> [Description of the task] Report back the lines in this listing that carry the string "main".

> [Provided records]
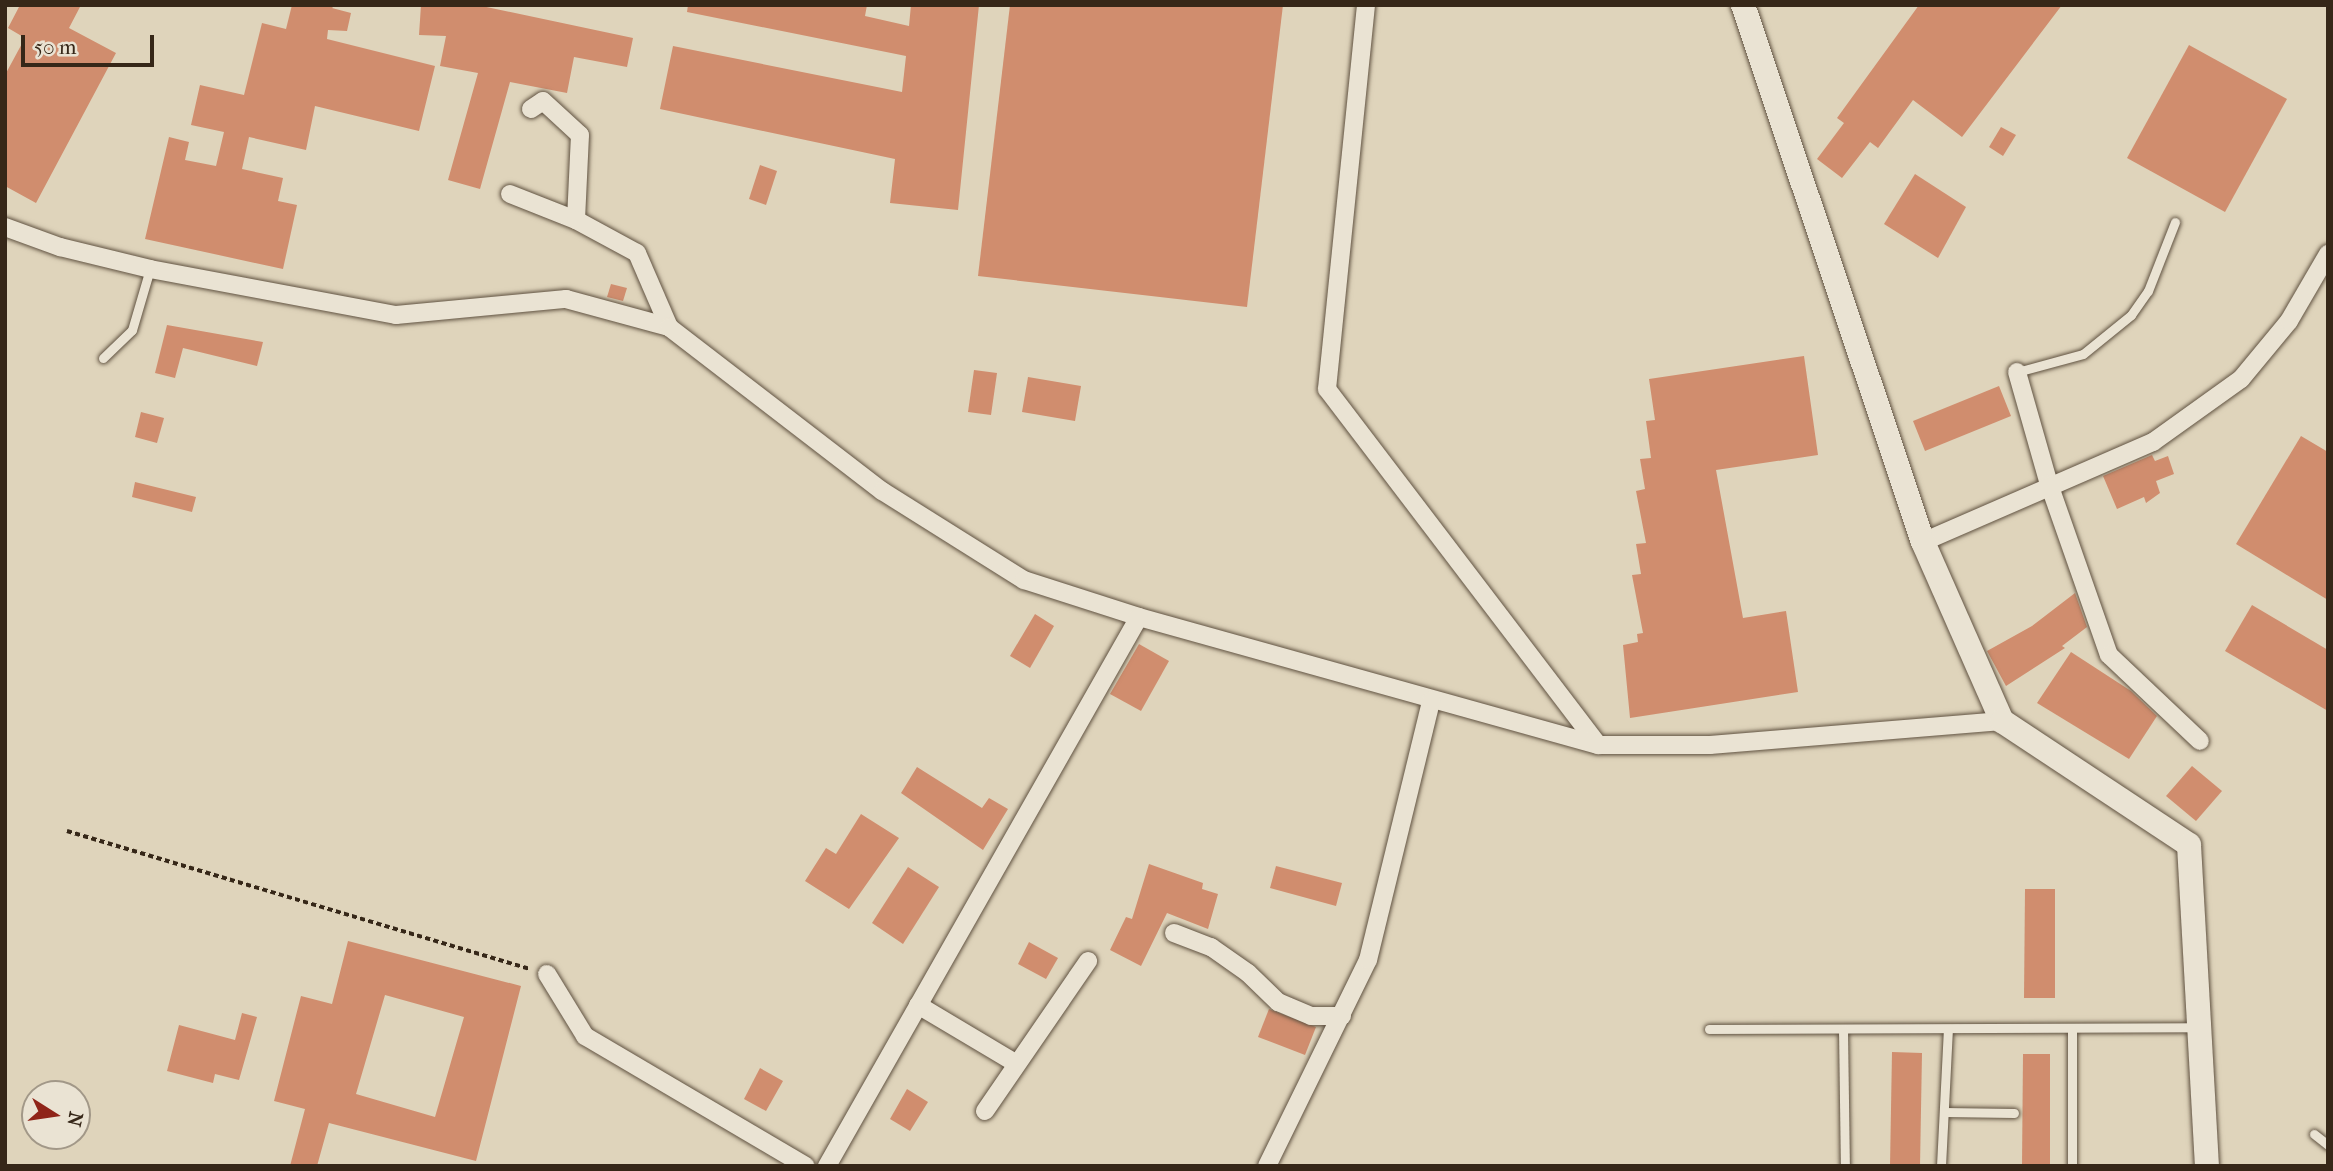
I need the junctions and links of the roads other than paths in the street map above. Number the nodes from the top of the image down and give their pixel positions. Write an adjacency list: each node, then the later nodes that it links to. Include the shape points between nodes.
1 (1366, 5): 19 (street, via 1327,389)
2 (1743, 5): 14 (main road)
3 (531, 109): 5 (street, via 543,102 580,135)
4 (510, 194): 5 (street)
5 (576, 220): 10 (street, via 637,253)
6 (2175, 222): 12 (lane, via 2148,291 2131,315 2083,354)
7 (5, 227): 9 (street, via 60,247)
8 (2328, 254): 13 (street, via 2289,321 2241,379 2153,442)
9 (150, 269): 10 (street, via 396,315 566,299); 11 (lane, via 132,330)
10 (669, 327): 15 (street, via 882,491 1012,572)
11 (103, 358)
12 (2017, 372): 13 (street)
13 (2049, 484): 14 (street); 18 (street, via 2109,655)
14 (1923, 542): 17 (main road)
15 (1139, 617): 16 (street); 23 (street)
16 (1431, 701): 19 (street); 24 (street, via 1368,960)
17 (2002, 721): 19 (street, via 1710,745); 25 (main road, via 2189,845)
18 (2200, 741)
19 (1598, 745)
20 (1174, 933): 24 (street, via 1211,947 1278,1002 1311,1016)
21 (1088, 961): 30 (street)
22 (547, 974): 36 (street, via 585,1036)
23 (918, 1005): 30 (street); 37 (street)
24 (1342, 1016): 38 (street)
25 (2197, 1027): 28 (lane); 42 (main road)
26 (1843, 1029): 27 (lane); 29 (lane); 39 (lane)
27 (1948, 1029): 28 (lane); 32 (lane)
28 (2072, 1029): 41 (lane)
29 (1709, 1030)
30 (1017, 1064): 31 (street)
31 (985, 1111)
32 (1944, 1112): 33 (lane); 40 (lane)
33 (2014, 1113)
34 (2314, 1135): 35 (lane)
35 (2328, 1145)
36 (806, 1166)
37 (827, 1166)
38 (1267, 1166)
39 (1844, 1166)
40 (1941, 1166)
41 (2072, 1166)
42 (2207, 1166)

> [Output for this exercise]
2 (1743, 5): 14 (main road)
14 (1923, 542): 17 (main road)
17 (2002, 721): 19 (street, via 1710,745); 25 (main road, via 2189,845)
25 (2197, 1027): 28 (lane); 42 (main road)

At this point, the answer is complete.